**TASK TO CARRY OUT**
In the records, each line holding "Rosewood" must be reported.
---------- DATA LISTING
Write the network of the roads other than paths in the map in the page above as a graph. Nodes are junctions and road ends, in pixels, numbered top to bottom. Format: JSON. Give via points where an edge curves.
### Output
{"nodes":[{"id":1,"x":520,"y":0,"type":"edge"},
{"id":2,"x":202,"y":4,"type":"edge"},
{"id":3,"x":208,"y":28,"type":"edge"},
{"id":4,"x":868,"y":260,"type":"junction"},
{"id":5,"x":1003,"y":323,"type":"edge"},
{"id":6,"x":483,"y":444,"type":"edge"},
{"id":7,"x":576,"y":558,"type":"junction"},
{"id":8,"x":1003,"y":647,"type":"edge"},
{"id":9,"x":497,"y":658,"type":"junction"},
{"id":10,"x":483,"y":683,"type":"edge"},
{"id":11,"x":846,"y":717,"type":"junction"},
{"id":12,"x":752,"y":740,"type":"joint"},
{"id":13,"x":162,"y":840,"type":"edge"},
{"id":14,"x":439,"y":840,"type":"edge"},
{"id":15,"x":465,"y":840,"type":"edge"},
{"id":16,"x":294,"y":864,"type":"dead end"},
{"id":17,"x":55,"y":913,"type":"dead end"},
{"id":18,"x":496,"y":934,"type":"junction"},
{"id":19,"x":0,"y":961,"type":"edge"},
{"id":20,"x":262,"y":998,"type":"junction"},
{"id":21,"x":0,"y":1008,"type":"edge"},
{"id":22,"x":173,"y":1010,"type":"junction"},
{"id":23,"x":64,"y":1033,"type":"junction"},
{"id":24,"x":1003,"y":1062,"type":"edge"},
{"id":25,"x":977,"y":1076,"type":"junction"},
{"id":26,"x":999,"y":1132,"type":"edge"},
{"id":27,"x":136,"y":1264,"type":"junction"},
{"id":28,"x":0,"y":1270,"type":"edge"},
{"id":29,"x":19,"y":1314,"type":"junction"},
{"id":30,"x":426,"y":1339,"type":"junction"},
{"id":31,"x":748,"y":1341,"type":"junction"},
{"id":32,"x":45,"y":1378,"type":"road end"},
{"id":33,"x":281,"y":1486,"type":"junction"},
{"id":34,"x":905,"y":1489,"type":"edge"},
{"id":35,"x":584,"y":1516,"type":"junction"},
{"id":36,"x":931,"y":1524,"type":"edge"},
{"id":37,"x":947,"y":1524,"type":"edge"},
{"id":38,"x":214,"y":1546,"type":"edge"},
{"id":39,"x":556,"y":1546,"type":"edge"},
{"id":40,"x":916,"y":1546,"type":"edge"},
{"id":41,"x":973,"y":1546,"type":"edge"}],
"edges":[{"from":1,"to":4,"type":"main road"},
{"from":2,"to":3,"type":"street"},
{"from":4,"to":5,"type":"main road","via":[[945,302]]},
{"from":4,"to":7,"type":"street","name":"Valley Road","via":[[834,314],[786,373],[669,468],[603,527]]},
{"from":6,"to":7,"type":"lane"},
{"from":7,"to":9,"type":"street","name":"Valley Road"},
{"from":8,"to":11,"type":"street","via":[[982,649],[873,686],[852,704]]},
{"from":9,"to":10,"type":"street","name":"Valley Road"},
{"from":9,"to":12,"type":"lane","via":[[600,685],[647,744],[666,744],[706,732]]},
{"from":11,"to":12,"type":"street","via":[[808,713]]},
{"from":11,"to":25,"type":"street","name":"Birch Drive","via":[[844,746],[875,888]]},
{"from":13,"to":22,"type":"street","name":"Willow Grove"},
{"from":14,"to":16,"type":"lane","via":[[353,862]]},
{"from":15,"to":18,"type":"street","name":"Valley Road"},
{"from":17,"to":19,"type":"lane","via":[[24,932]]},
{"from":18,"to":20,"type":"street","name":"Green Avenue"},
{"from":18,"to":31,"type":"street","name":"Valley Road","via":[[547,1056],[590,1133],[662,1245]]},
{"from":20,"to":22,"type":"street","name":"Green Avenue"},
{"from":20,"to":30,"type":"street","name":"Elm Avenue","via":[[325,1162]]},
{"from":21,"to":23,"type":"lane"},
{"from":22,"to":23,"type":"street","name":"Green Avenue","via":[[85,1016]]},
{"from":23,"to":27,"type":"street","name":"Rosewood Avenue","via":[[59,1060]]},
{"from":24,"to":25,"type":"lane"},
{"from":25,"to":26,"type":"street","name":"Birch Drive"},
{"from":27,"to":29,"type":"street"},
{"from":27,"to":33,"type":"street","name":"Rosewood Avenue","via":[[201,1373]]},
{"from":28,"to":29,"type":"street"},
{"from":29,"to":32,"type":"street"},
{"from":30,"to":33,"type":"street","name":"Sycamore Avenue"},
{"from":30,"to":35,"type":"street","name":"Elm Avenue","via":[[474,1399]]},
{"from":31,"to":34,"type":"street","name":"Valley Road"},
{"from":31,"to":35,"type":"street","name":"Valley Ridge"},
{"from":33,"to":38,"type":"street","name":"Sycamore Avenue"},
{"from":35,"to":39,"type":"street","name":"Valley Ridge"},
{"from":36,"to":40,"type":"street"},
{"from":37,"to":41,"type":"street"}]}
--------------------
**EXPECTED OUTPUT**
{"from":23,"to":27,"type":"street","name":"Rosewood Avenue","via":[[59,1060]]},
{"from":27,"to":33,"type":"street","name":"Rosewood Avenue","via":[[201,1373]]},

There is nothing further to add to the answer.